**Supplied entries**
____

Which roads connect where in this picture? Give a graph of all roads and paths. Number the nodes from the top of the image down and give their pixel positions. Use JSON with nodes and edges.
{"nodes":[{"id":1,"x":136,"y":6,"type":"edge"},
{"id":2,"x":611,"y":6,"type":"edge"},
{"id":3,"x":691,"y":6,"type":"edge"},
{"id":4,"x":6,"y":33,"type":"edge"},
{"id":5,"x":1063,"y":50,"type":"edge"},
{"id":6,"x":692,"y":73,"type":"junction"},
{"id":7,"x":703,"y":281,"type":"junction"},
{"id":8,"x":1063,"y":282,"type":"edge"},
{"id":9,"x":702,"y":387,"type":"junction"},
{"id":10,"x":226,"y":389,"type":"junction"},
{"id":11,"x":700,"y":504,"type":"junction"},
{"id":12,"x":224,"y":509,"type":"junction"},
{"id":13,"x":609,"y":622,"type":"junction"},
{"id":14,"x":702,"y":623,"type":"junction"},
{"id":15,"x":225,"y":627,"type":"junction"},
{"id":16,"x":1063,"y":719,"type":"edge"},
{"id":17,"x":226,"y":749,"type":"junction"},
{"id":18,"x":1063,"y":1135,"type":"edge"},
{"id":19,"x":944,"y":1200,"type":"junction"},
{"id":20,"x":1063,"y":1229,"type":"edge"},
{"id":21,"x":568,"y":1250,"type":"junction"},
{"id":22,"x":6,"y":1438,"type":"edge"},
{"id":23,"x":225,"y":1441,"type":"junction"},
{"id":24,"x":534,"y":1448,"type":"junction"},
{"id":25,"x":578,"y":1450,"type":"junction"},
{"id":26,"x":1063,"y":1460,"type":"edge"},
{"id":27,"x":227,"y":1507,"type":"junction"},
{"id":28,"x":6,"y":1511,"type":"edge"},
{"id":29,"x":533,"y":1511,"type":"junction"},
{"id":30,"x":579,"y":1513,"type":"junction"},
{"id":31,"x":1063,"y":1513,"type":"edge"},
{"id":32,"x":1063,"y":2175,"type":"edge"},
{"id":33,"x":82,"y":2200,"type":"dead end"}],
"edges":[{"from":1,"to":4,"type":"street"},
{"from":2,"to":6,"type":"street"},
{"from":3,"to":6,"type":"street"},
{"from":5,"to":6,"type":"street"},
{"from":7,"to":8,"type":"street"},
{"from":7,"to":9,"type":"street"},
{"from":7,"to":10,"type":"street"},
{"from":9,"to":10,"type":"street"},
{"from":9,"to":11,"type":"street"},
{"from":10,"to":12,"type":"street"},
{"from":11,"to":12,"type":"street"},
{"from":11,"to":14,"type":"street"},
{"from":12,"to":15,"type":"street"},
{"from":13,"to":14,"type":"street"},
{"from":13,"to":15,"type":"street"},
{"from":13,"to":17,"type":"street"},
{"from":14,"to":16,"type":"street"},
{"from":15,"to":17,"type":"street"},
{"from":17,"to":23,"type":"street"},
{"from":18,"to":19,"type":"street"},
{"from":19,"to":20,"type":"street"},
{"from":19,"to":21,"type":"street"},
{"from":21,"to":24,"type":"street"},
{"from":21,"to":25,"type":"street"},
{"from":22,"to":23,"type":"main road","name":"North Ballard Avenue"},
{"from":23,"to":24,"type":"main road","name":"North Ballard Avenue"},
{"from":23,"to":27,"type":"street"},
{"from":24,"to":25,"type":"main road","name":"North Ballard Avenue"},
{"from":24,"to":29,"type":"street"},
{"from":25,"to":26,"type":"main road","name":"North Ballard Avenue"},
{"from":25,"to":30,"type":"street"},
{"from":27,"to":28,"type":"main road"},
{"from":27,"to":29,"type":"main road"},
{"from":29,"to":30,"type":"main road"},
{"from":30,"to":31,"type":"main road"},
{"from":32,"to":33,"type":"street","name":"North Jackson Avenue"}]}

____

**Work task**
Set down each entry exactly as it appears above.

**Solution for this problem**
Which roads connect where in this picture? Give a graph of all roads and paths. Number the nodes from the top of the image down and give their pixel positions. Use JSON with nodes and edges.
{"nodes":[{"id":1,"x":136,"y":6,"type":"edge"},
{"id":2,"x":611,"y":6,"type":"edge"},
{"id":3,"x":691,"y":6,"type":"edge"},
{"id":4,"x":6,"y":33,"type":"edge"},
{"id":5,"x":1063,"y":50,"type":"edge"},
{"id":6,"x":692,"y":73,"type":"junction"},
{"id":7,"x":703,"y":281,"type":"junction"},
{"id":8,"x":1063,"y":282,"type":"edge"},
{"id":9,"x":702,"y":387,"type":"junction"},
{"id":10,"x":226,"y":389,"type":"junction"},
{"id":11,"x":700,"y":504,"type":"junction"},
{"id":12,"x":224,"y":509,"type":"junction"},
{"id":13,"x":609,"y":622,"type":"junction"},
{"id":14,"x":702,"y":623,"type":"junction"},
{"id":15,"x":225,"y":627,"type":"junction"},
{"id":16,"x":1063,"y":719,"type":"edge"},
{"id":17,"x":226,"y":749,"type":"junction"},
{"id":18,"x":1063,"y":1135,"type":"edge"},
{"id":19,"x":944,"y":1200,"type":"junction"},
{"id":20,"x":1063,"y":1229,"type":"edge"},
{"id":21,"x":568,"y":1250,"type":"junction"},
{"id":22,"x":6,"y":1438,"type":"edge"},
{"id":23,"x":225,"y":1441,"type":"junction"},
{"id":24,"x":534,"y":1448,"type":"junction"},
{"id":25,"x":578,"y":1450,"type":"junction"},
{"id":26,"x":1063,"y":1460,"type":"edge"},
{"id":27,"x":227,"y":1507,"type":"junction"},
{"id":28,"x":6,"y":1511,"type":"edge"},
{"id":29,"x":533,"y":1511,"type":"junction"},
{"id":30,"x":579,"y":1513,"type":"junction"},
{"id":31,"x":1063,"y":1513,"type":"edge"},
{"id":32,"x":1063,"y":2175,"type":"edge"},
{"id":33,"x":82,"y":2200,"type":"dead end"}],
"edges":[{"from":1,"to":4,"type":"street"},
{"from":2,"to":6,"type":"street"},
{"from":3,"to":6,"type":"street"},
{"from":5,"to":6,"type":"street"},
{"from":7,"to":8,"type":"street"},
{"from":7,"to":9,"type":"street"},
{"from":7,"to":10,"type":"street"},
{"from":9,"to":10,"type":"street"},
{"from":9,"to":11,"type":"street"},
{"from":10,"to":12,"type":"street"},
{"from":11,"to":12,"type":"street"},
{"from":11,"to":14,"type":"street"},
{"from":12,"to":15,"type":"street"},
{"from":13,"to":14,"type":"street"},
{"from":13,"to":15,"type":"street"},
{"from":13,"to":17,"type":"street"},
{"from":14,"to":16,"type":"street"},
{"from":15,"to":17,"type":"street"},
{"from":17,"to":23,"type":"street"},
{"from":18,"to":19,"type":"street"},
{"from":19,"to":20,"type":"street"},
{"from":19,"to":21,"type":"street"},
{"from":21,"to":24,"type":"street"},
{"from":21,"to":25,"type":"street"},
{"from":22,"to":23,"type":"main road","name":"North Ballard Avenue"},
{"from":23,"to":24,"type":"main road","name":"North Ballard Avenue"},
{"from":23,"to":27,"type":"street"},
{"from":24,"to":25,"type":"main road","name":"North Ballard Avenue"},
{"from":24,"to":29,"type":"street"},
{"from":25,"to":26,"type":"main road","name":"North Ballard Avenue"},
{"from":25,"to":30,"type":"street"},
{"from":27,"to":28,"type":"main road"},
{"from":27,"to":29,"type":"main road"},
{"from":29,"to":30,"type":"main road"},
{"from":30,"to":31,"type":"main road"},
{"from":32,"to":33,"type":"street","name":"North Jackson Avenue"}]}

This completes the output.